**Exercise inputs:**
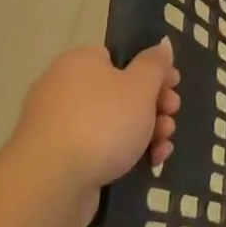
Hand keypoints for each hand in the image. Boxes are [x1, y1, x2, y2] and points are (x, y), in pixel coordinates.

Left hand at [3, 42, 179, 226]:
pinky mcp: (62, 158)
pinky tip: (150, 162)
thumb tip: (162, 44)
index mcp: (81, 63)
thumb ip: (155, 63)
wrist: (51, 183)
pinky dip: (127, 153)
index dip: (153, 72)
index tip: (174, 86)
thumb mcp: (140, 86)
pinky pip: (102, 147)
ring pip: (116, 123)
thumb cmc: (102, 123)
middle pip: (123, 92)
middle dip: (155, 107)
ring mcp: (62, 126)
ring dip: (148, 132)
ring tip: (162, 147)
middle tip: (171, 117)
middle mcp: (66, 89)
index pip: (122, 58)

**What the task asks:**
Please work out how many lines of the listing hold the word "pinky" and reply with only that number.

**Task result:**
4